In distributed systems interviews, Spark dependency types are used to test whether you understand execution planning, shuffles, and performance trade-offs.
Explain the difference between narrow and wide dependencies in Spark.
Your answer should cover:
The interviewer expects a systems-oriented explanation rather than Spark API memorization. You should define both terms clearly, compare them directly, and connect them to execution behavior such as stage splitting, data movement, and recovery after failure. Brief examples using common transformations like map, filter, reduceByKey, or join are enough.
A narrow dependency means each child partition depends on a small, fixed number of parent partitions, often exactly one. Because data can be computed locally without redistributing records across the cluster, narrow dependencies are usually cheaper and pipeline well within the same stage.
rdd2 = rdd1.map(lambda x: x * 2)
rdd3 = rdd2.filter(lambda x: x % 2 == 0)
A wide dependency means a child partition depends on many parent partitions. This usually requires redistributing data across executors so matching keys or grouped records end up together, which introduces a shuffle.
pairs = rdd.map(lambda x: (x % 10, x))
result = pairs.reduceByKey(lambda a, b: a + b)
Spark can pipeline narrow transformations into a single stage because partitions can be processed locally. A wide dependency creates a shuffle boundary, so Spark splits the job into multiple stages separated by data exchange.
With narrow dependencies, Spark can often recompute a lost partition from a small subset of upstream partitions.
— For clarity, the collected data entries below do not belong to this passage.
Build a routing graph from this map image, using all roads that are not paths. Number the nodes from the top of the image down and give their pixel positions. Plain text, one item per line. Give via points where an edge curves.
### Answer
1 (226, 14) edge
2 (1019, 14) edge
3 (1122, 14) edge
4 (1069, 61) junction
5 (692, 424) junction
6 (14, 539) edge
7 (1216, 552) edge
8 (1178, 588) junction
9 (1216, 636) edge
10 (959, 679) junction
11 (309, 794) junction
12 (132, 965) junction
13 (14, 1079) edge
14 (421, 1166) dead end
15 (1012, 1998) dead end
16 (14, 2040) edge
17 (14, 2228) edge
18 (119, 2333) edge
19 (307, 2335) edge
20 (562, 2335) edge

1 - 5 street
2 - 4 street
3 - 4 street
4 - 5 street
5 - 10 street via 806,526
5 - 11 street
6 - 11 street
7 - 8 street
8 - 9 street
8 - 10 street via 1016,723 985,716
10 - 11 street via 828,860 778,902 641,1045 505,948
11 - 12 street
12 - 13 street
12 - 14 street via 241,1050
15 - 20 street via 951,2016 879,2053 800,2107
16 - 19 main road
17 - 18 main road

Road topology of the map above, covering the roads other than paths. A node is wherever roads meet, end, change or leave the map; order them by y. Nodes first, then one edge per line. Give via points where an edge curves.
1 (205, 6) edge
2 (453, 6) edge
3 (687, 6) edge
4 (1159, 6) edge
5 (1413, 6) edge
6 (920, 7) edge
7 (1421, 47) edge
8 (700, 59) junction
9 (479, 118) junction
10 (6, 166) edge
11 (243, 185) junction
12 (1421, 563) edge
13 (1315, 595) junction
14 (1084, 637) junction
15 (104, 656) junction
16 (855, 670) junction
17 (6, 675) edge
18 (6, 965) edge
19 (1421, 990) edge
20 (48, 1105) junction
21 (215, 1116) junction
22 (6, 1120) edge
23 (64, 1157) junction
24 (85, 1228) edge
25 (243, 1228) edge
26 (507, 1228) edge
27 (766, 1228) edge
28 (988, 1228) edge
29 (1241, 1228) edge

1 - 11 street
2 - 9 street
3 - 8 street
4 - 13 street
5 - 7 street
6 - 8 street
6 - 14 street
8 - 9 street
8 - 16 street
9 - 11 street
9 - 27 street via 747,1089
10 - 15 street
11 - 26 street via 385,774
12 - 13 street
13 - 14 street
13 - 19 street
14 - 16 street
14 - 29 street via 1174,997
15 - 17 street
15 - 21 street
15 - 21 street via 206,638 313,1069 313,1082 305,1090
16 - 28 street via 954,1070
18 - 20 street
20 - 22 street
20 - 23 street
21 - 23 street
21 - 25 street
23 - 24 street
With wide dependencies, recovering output may involve reading shuffle data or recomputing larger portions of the lineage, which is typically more expensive.
Narrow dependencies are generally faster because they avoid network transfer, disk spill, and shuffle coordination. Wide dependencies are often the main source of latency and resource pressure in Spark jobs, so minimizing unnecessary shuffles is a key optimization skill.